Nicaragua HR Group Rebukes Closure of International NGOs

Oxfam-Intermon (Spain) and Oxfam-Ibis (Denmark) were two of the NGOs abruptly closed down by the Ortega regime.

From 100% Noticias

HAVANA TIMES – The Nicaragua Nunca+ [“Nicaragua Never again”] Human Rights Collective rebuked the Ortega regime’s arbitrary cancellation of six international NGOs. The move violates the legal constitutional order in Nicaragua, as well as international agreements.

According to the human rights organization, since 2018 the Ortega Murillo regime has cancelled 34 national organizations through the Interior Ministry and the National Assembly, institutions used to rubber-stamp the systematic outrages against civil society organizations. Now the government is attacking the international NGOs working in Nicaragua.

“These demonstrate a pattern of abuse of power, through administrative actions that cancel the exercise of rights, with no defense, violating the Constitutional order in Nicaragua as well as international agreements,” the Collective declared.

In the same way, the human rights advocates criticized the repression exercised against civil society organizations. “They violate the right to free association, attempting to annul any expression that defends and promotes human rights in Nicaragua. We demand an end to the repression.”

Similarly, the Nicaraguan Human Rights Center noted that Ortega and Murillo continue creating conflicts with the world, by closing down international cooperation agencies that have historically supported the Nicaraguan people.

“We condemn and reject this action as one more blow to Nicaraguans’ human rights. We alert the international human rights organizations,” they indicated.

The six organizations closed were: Oxfam Intermon (Spain); Oxfam IBIS (Denmark); Diakonia (Sweden); The National Democratic Institute for International Affairs (US); International Republican Institute (US); and Helping Hands, the Warren William Pagel M.D. Foundation (US).

The Interior Ministry justified application of the “Law against money laundering, financing terrorism and financing the proliferation of weapons of mass destruction,” as well as the “General law for legal non-profit entities”.
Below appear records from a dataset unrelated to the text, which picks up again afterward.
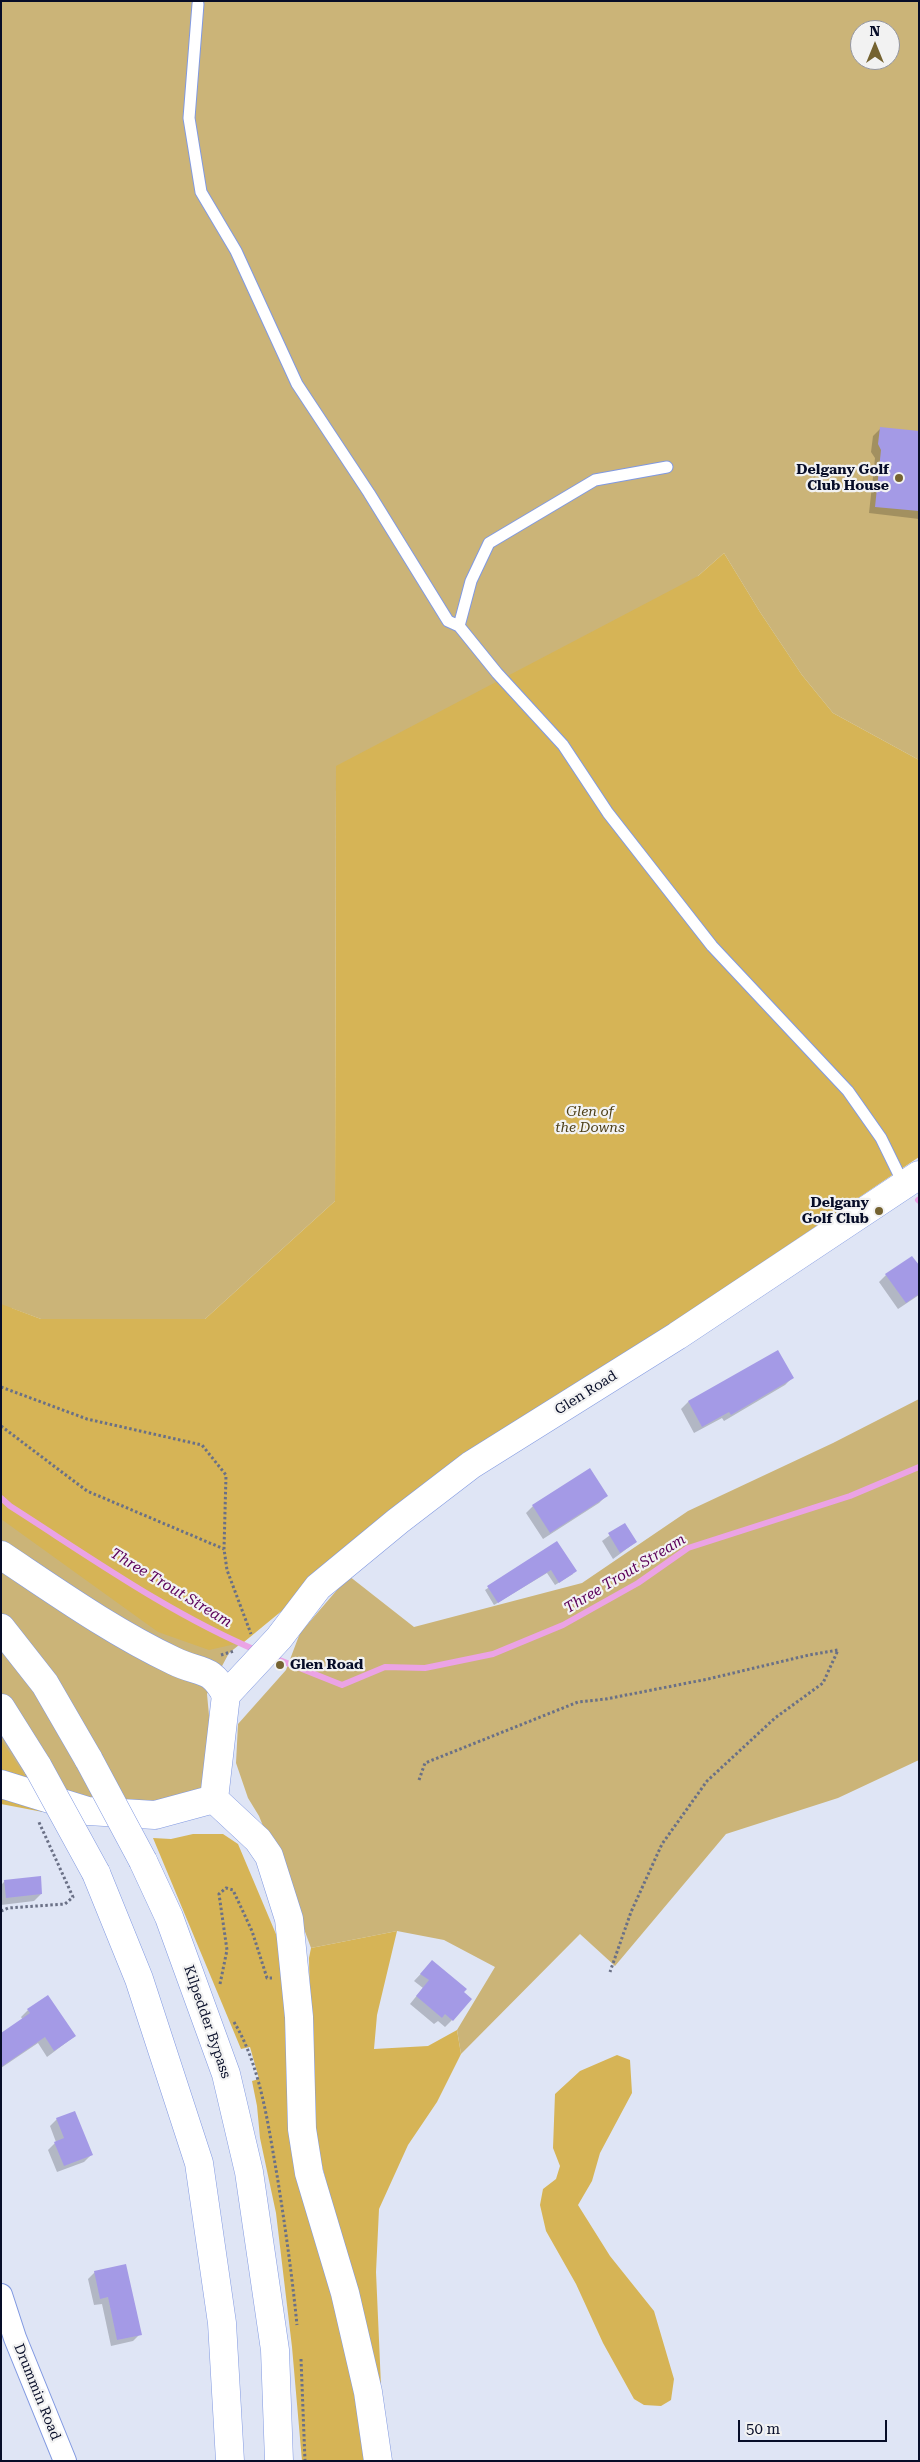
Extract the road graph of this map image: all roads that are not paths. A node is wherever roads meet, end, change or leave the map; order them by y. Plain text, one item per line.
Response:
1 (198, 4) dead end
2 (667, 467) dead end
3 (459, 626) junction
4 (911, 1180) edge
5 (1, 1555) edge
6 (1, 1628) edge
7 (226, 1695) junction
8 (1, 1708) edge
9 (1, 1784) edge
10 (214, 1799) junction
11 (1, 2295) edge
12 (65, 2461) edge
13 (230, 2461) edge
14 (279, 2461) edge
15 (378, 2461) edge

1 - 3 lane
2 - 3 lane
3 - 4 lane
4 - 7 main road, Glen Road
5 - 7 main road
6 - 14 main road, Kilpedder Bypass, bridge
7 - 10 main road
8 - 13 main road, bridge
9 - 10 main road
10 - 15 main road
11 - 12 street, Drummin Road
The cancelled NGOs offered aid projects in poor and remote regions of the country in areas of education, human rights, health, nutrition, food security, housing, sustainable family farming, environmental matters, climate change or access to water.

According to data from the Secretariat of NGOs, there were 32 international NGOs working in Nicaragua up until October 2020. These organizations together represented US $25.5 million dollars per year and benefitted 550,000 people.